You should have met me years ago if you think that, because I really don’t obsess on race that much. To be honest, my White husband is far more likely to get into protracted battles of words online with people about race and White privilege than I ever would in any situation.

However, I do have a column called Diverse-City, race is still an important issue in this country, and I’m still Black. And a lot of people just won’t let me forget the color of my skin, because they still treat me differently than every white person around me. It doesn’t matter how many letters I have amassed after my name. It doesn’t matter what my job is. It doesn’t matter how law-abiding I am. What matters is that, like it or not, people assume things about Black people in general. This is not something that happens to White people.

Oh, I know that White people of various kinds can be judged on various things, like weight or gender. But as a race, White people don’t ever have to worry about most of the population looking at them and assuming that the color of their skin means they will behave in certain ways, like certain foods, enjoy certain music, be more prone to commit crimes, be more likely to have children they can’t afford, and so on.

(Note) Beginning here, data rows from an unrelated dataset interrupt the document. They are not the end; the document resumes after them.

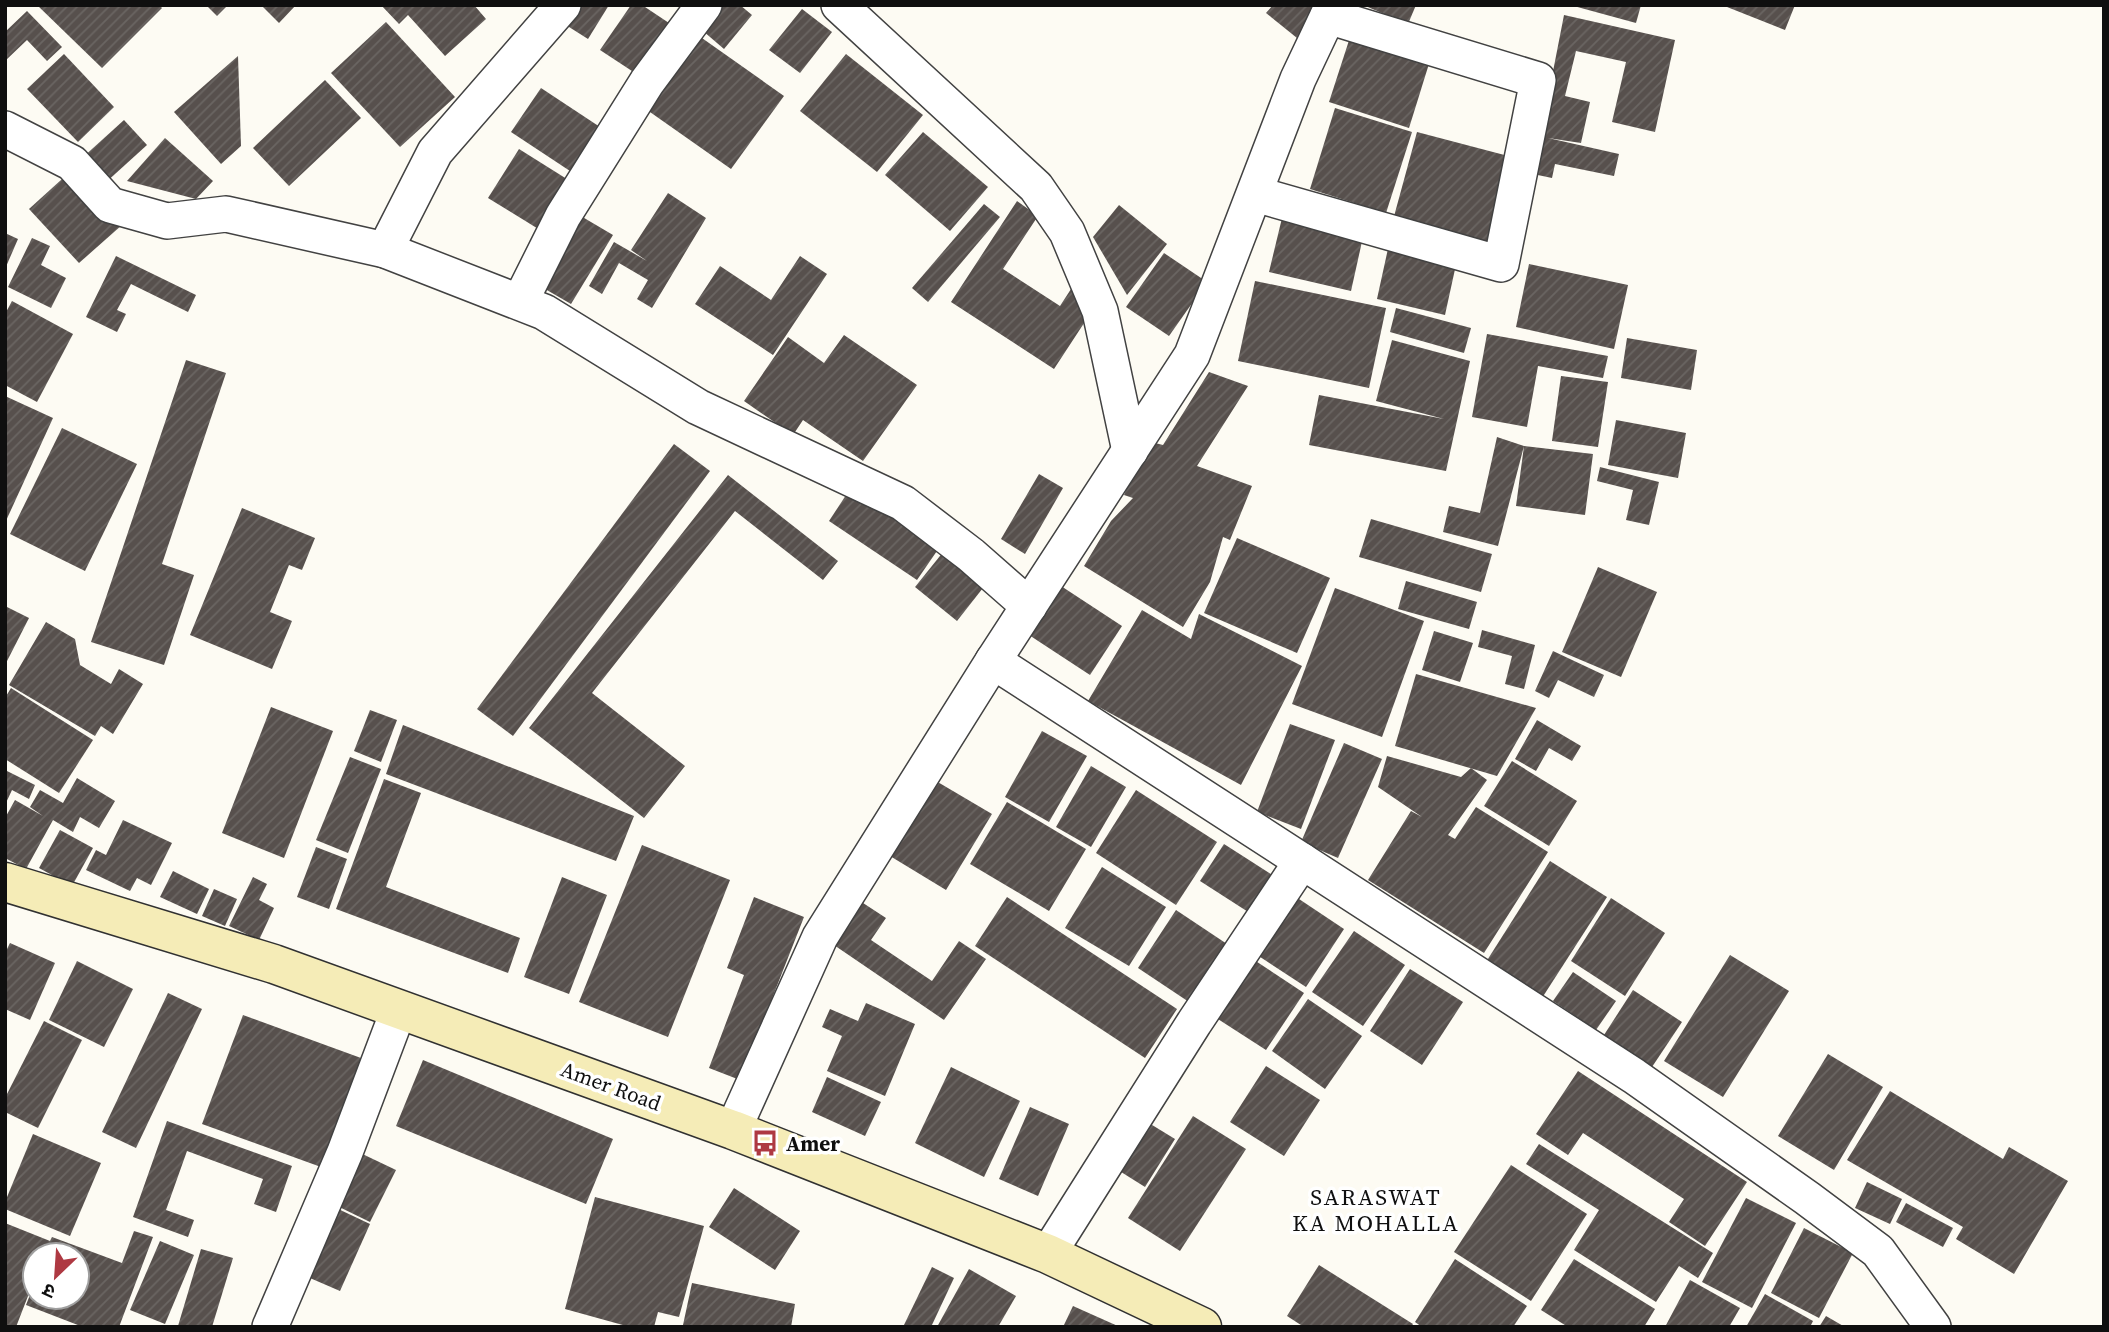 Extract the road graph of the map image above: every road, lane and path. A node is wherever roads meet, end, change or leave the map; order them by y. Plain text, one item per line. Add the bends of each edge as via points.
1 (563, 5) edge
2 (704, 5) edge
3 (839, 5) edge
4 (1331, 10) edge
5 (5, 129) edge
6 (1255, 194) junction
7 (385, 250) junction
8 (520, 302) junction
9 (1129, 451) junction
10 (1029, 606) junction
11 (993, 662) junction
12 (1302, 860) junction
13 (5, 882) edge
14 (399, 1009) junction
15 (733, 1130) junction
16 (1048, 1254) junction
17 (270, 1327) edge
18 (1202, 1327) edge
19 (1933, 1327) edge

1 - 7 street via 435,152
2 - 8 street via 647,82 563,216
3 - 9 street via 1036,187 1067,232 1100,311
4 - 6 street via 1298,79
4 - 6 street via 1538,80 1501,264
5 - 7 street via 72,163 110,205 167,221 226,214
6 - 9 street via 1192,355
7 - 8 street
8 - 10 street via 544,312 698,407 903,502
9 - 10 street
10 - 11 street
11 - 12 street
11 - 15 street via 820,937
12 - 16 street
12 - 19 street via 1634,1076 1807,1198 1878,1251
13 - 14 main road, Amer Road via 274,964
14 - 15 main road, Amer Road
14 - 17 street via 345,1152
15 - 16 main road, Amer Road
16 - 18 main road, Amer Road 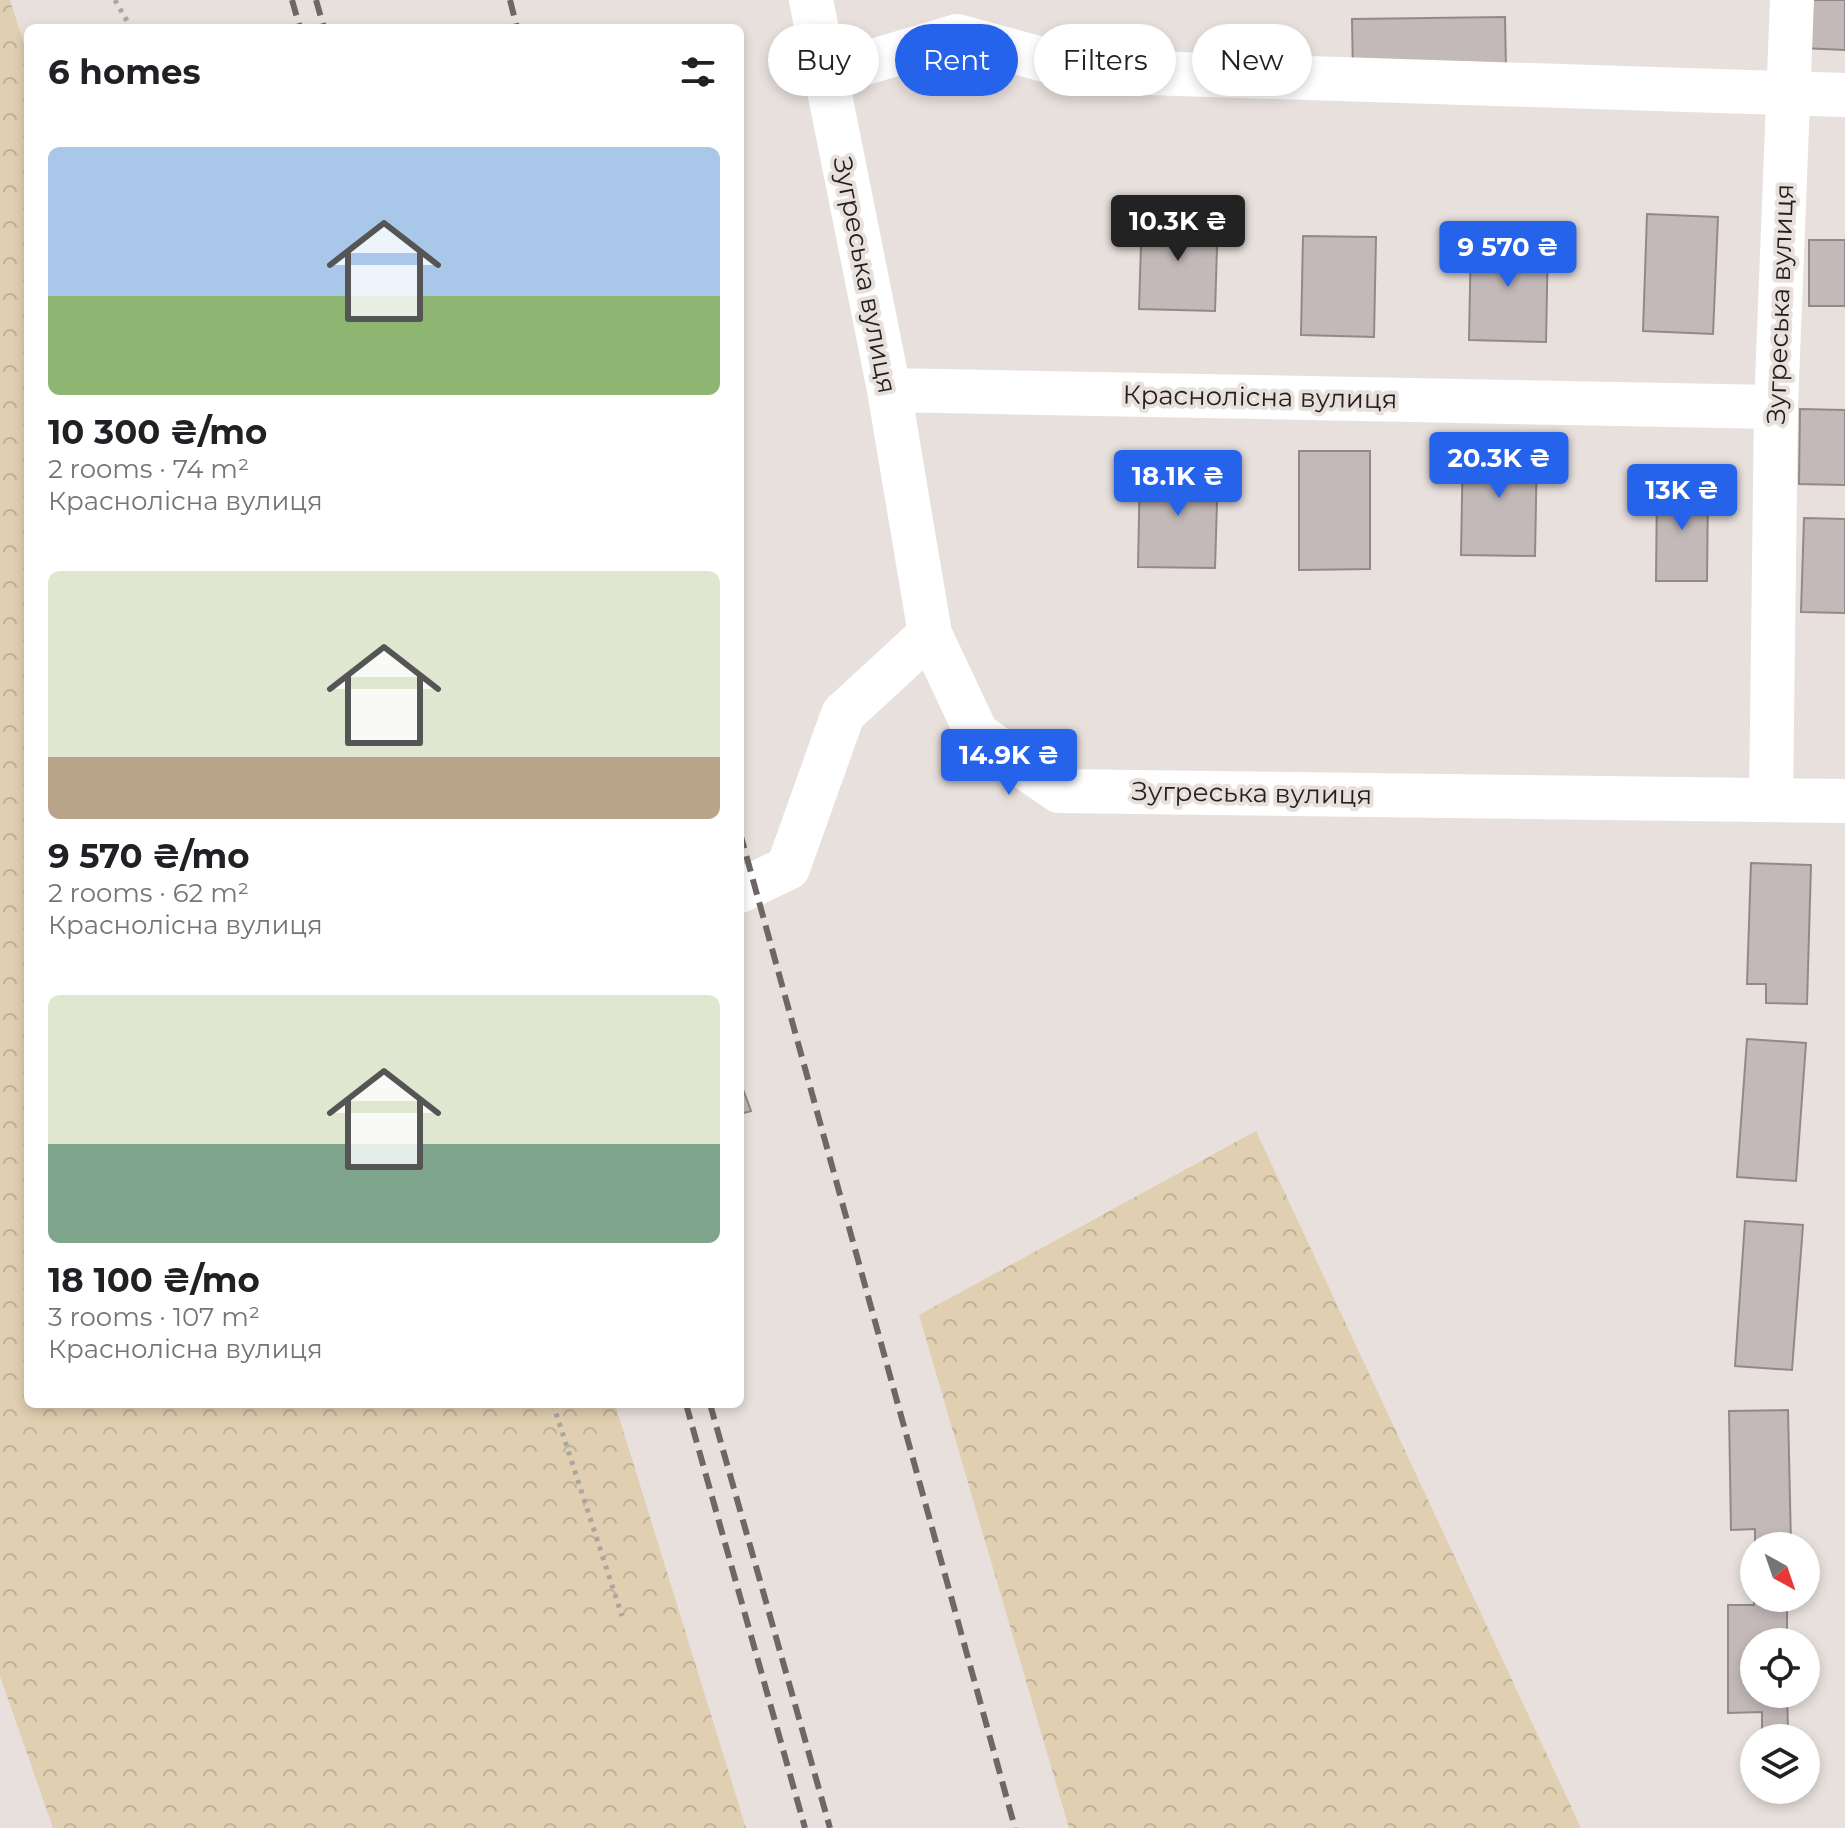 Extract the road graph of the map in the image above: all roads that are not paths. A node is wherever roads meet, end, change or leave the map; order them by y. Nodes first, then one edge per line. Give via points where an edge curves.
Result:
1 (811, 0) edge
2 (1792, 0) edge
3 (815, 24) edge
4 (879, 59) edge
5 (1789, 92) junction
6 (1845, 95) edge
7 (829, 96) edge
8 (889, 390) junction
9 (1776, 407) junction
10 (930, 634) junction
11 (1771, 800) junction
12 (1845, 801) edge
13 (744, 889) edge

1 - 3 street, Зугреська вулиця
2 - 5 street, Зугреська вулиця
4 - 5 street via 957,36 1085,71
5 - 6 street
5 - 9 street, Зугреська вулиця
7 - 8 street, Зугреська вулиця
8 - 9 street, Краснолісна вулиця
8 - 10 street, Зугреська вулиця
9 - 11 street, Зугреська вулиця
10 - 11 street, Зугреська вулиця via 977,734 1059,791
10 - 13 street via 843,714 788,868
11 - 12 street, Зугреська вулиця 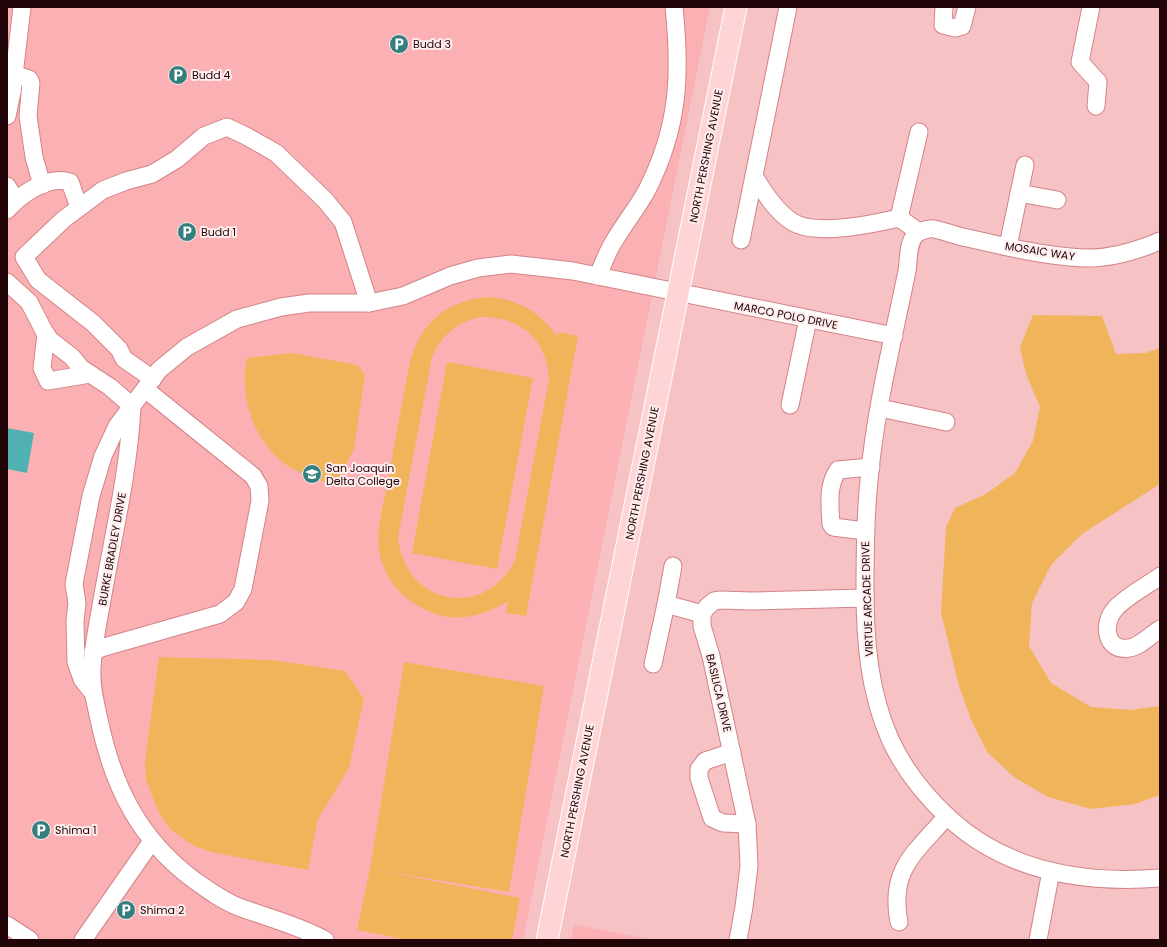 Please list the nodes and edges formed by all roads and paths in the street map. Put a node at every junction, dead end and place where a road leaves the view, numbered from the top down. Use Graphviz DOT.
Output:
graph roads {
  1 [pos="22,7"];
  2 [pos="674,7"];
  3 [pos="736,7"];
  4 [pos="788,7"];
  5 [pos="944,7"];
  6 [pos="967,7"];
  7 [pos="1091,7"];
  8 [pos="11,85"];
  9 [pos="1096,106"];
  10 [pos="7,116"];
  11 [pos="919,132"];
  12 [pos="1025,165"];
  13 [pos="754,176"];
  14 [pos="42,185"];
  15 [pos="1019,192"];
  16 [pos="10,198"];
  17 [pos="1057,200"];
  18 [pos="79,208"];
  19 [pos="900,218"];
  20 [pos="919,232"];
  21 [pos="741,240"];
  22 [pos="1160,241"];
  23 [pos="1008,246"];
  24 [pos="598,276"];
  25 [pos="7,282"];
  26 [pos="678,294"];
  27 [pos="369,302"];
  28 [pos="808,319"];
  29 [pos="46,334"];
  30 [pos="894,336"];
  31 [pos="90,374"];
  32 [pos="149,384"];
  33 [pos="790,405"];
  34 [pos="132,406"];
  35 [pos="880,408"];
  36 [pos="946,422"];
  37 [pos="871,468"];
  38 [pos="865,531"];
  39 [pos="673,566"];
  40 [pos="1160,576"];
  41 [pos="865,598"];
  42 [pos="666,604"];
  43 [pos="702,614"];
  44 [pos="1160,629"];
  45 [pos="94,652"];
  46 [pos="654,664"];
  47 [pos="93,693"];
  48 [pos="732,752"];
  49 [pos="947,816"];
  50 [pos="747,824"];
  51 [pos="152,841"];
  52 [pos="1051,871"];
  53 [pos="1160,878"];
  54 [pos="899,922"];
  55 [pos="7,924"];
  56 [pos="30,940"];
  57 [pos="84,940"];
  58 [pos="325,940"];
  59 [pos="547,940"];
  60 [pos="738,940"];
  61 [pos="1038,940"];
  1 -- 8 [label="street"];
  2 -- 24 [label="street"];
  3 -- 26 [label="main road, NORTH PERSHING AVENUE"];
  4 -- 13 [label="street"];
  5 -- 6 [label="street"];
  7 -- 9 [label="street"];
  8 -- 10 [label="street"];
  8 -- 14 [label="street"];
  11 -- 19 [label="street"];
  12 -- 15 [label="street"];
  13 -- 19 [label="street"];
  13 -- 21 [label="street"];
  14 -- 16 [label="street"];
  14 -- 18 [label="street"];
  15 -- 17 [label="street"];
  15 -- 23 [label="street"];
  18 -- 27 [label="street"];
  18 -- 32 [label="street"];
  19 -- 20 [label="street"];
  20 -- 23 [label="street, MOSAIC WAY"];
  20 -- 30 [label="street, VIRTUE ARCADE DRIVE"];
  22 -- 23 [label="street, MOSAIC WAY"];
  24 -- 26 [label="street, BURKE BRADLEY DRIVE"];
  24 -- 27 [label="street, BURKE BRADLEY DRIVE"];
  25 -- 29 [label="street"];
  26 -- 28 [label="street, MARCO POLO DRIVE"];
  26 -- 59 [label="main road, NORTH PERSHING AVENUE"];
  27 -- 32 [label="street, BURKE BRADLEY DRIVE"];
  28 -- 30 [label="street, MARCO POLO DRIVE"];
  28 -- 33 [label="street"];
  29 -- 31 [label="street"];
  29 -- 31 [label="street"];
  30 -- 35 [label="street, VIRTUE ARCADE DRIVE"];
  31 -- 34 [label="street"];
  32 -- 34 [label="street, BURKE BRADLEY DRIVE"];
  32 -- 45 [label="street"];
  34 -- 45 [label="street, BURKE BRADLEY DRIVE"];
  34 -- 47 [label="street, BURKE BRADLEY DRIVE"];
  35 -- 36 [label="street"];
  35 -- 37 [label="street, VIRTUE ARCADE DRIVE"];
  37 -- 38 [label="street, VIRTUE ARCADE DRIVE"];
  37 -- 38 [label="street"];
  38 -- 41 [label="street, VIRTUE ARCADE DRIVE"];
  39 -- 42 [label="street"];
  40 -- 44 [label="street"];
  41 -- 43 [label="street"];
  41 -- 49 [label="street, VIRTUE ARCADE DRIVE"];
  42 -- 43 [label="street"];
  42 -- 46 [label="street"];
  43 -- 48 [label="street, BASILICA DRIVE"];
  45 -- 47 [label="street, BURKE BRADLEY DRIVE"];
  47 -- 51 [label="street, BURKE BRADLEY DRIVE"];
  48 -- 50 [label="street, BASILICA DRIVE"];
  48 -- 50 [label="street"];
  49 -- 52 [label="street, VIRTUE ARCADE DRIVE"];
  49 -- 54 [label="street"];
  50 -- 60 [label="street, BASILICA DRIVE"];
  51 -- 57 [label="street"];
  51 -- 58 [label="street, BURKE BRADLEY DRIVE"];
  52 -- 53 [label="street, VIRTUE ARCADE DRIVE"];
  52 -- 61 [label="street"];
  55 -- 56 [label="street"];
}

Problem is, when I point out that I’m being treated in a certain way probably because of my race, I am often asked to prove it. My judgment is questioned. My experiences of an entire lifetime are discarded as irrelevant. My instincts are cast into doubt. Studies that show how Blacks are inequitably treated all the time are inadmissible. In other words, short of being able to bring in a team of researchers to study my life for a few years, nothing will prove to a naysayer that my feelings are on the money.

So, if I speak up, I must be prepared to get all sorts of alternate scenarios and reminders of how far our nation has come. All to invalidate my very real concerns and the evidence of my own experience.

If a parent takes a child away from a playground because someone seems a bit creepy, even if they haven’t gone near a single child in an improper fashion, that’s considered good parenting. I agree.

If a woman flees from a man she thinks might be dangerous, that is considered a wise and proactive move. I agree.

So why does no one else agree that I can claim racism when:

My Black son is harassed by police, multiple times, for merely walking down the street.

My White husband is asked during a traffic stop to explain who I am and why I’m in the car.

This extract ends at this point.